Conceptos Básicos
An efficient algorithm to compute the Longest Common Prefix (LCP) array of a labeled graph, which enables efficient pattern matching and navigation on the graph's paths.
Resumen
The paper presents an efficient algorithm for computing the Longest Common Prefix (LCP) array of a labeled graph G with n nodes and m edges.
The key steps are:
Pre-processing: The input graph G is transformed into a deterministic Wheeler pseudoforest Gis that compactly encodes the lexicographically smallest and largest strings entering each node of G. This step runs in O(min{m log n, m + n^2}) time on arbitrary labeled graphs, and in O(m) time on Wheeler semi-DFAs.
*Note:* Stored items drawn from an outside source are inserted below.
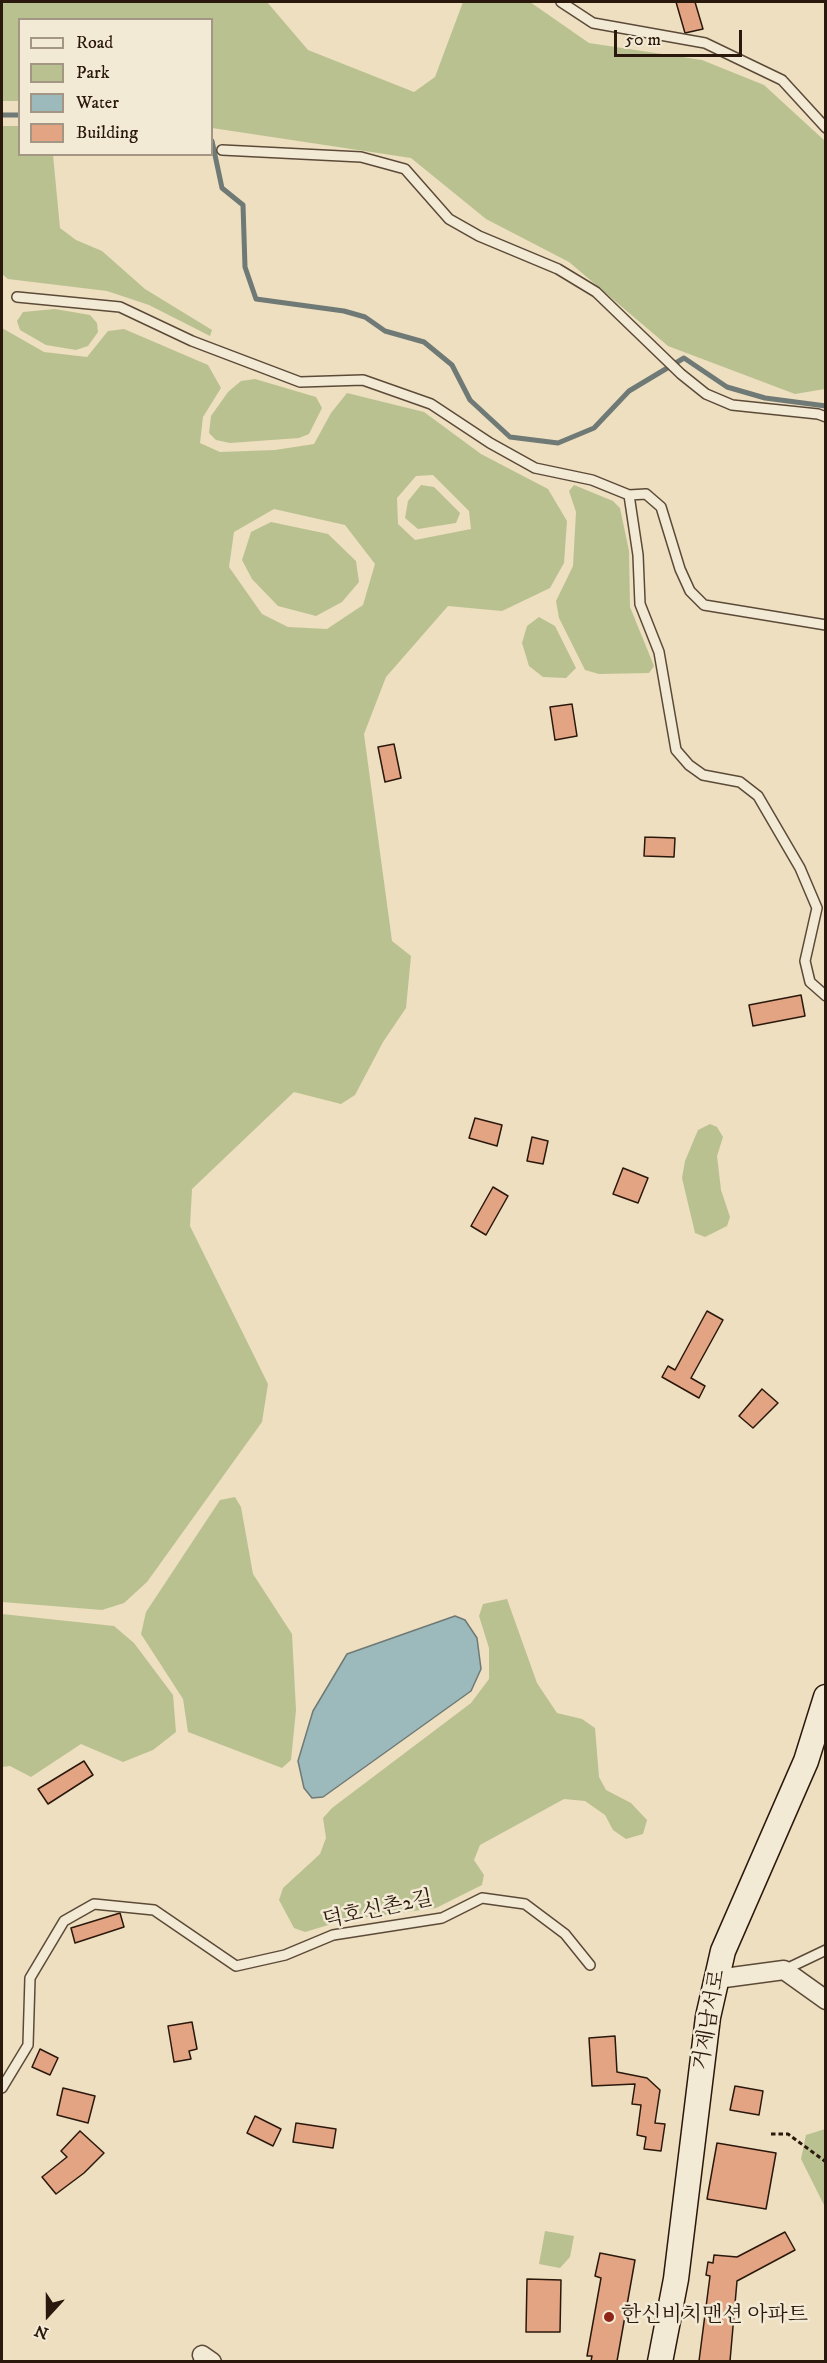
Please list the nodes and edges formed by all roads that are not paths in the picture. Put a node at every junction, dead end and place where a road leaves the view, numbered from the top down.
1 (561, 2) edge
2 (825, 128) edge
3 (222, 150) dead end
4 (17, 297) dead end
5 (825, 417) edge
6 (629, 495) junction
7 (825, 625) edge
8 (825, 996) edge
9 (825, 1697) edge
10 (825, 1950) edge
11 (590, 1965) dead end
12 (784, 1970) junction
13 (717, 1979) junction
14 (825, 2000) edge
15 (2, 2088) edge
16 (660, 2361) edge

1 - 2 lane
3 - 5 lane
4 - 6 lane
6 - 7 lane
6 - 8 lane
9 - 13 main road, 거제남서로
10 - 12 lane
11 - 15 lane, 덕호신촌2길
12 - 13 street
12 - 14 street
13 - 16 main road, 거제남서로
LCP Computation: A new compact-space algorithm is introduced to compute the reduced LCP array LCP*_Gis of the Wheeler pseudoforest Gis in O(n log σ) time and O(n log σ) bits of working space, where σ is the alphabet size.
Post-processing: The LCP array of the original graph G is derived from the LCP*_Gis array in O(m) time and O(m) words of space.
The overall algorithm computes the LCP array of the input graph G in O(n log σ + min{m log n, m + n^2}) time and O(m) words of space. If G is a Wheeler semi-DFA, the running time reduces to O(n log σ + m).
The authors also show that the natural generalization of a previous compact-space LCP-construction algorithm by Beller et al. runs in Ω(nσ) time on pseudoforests, motivating the need for their new algorithm.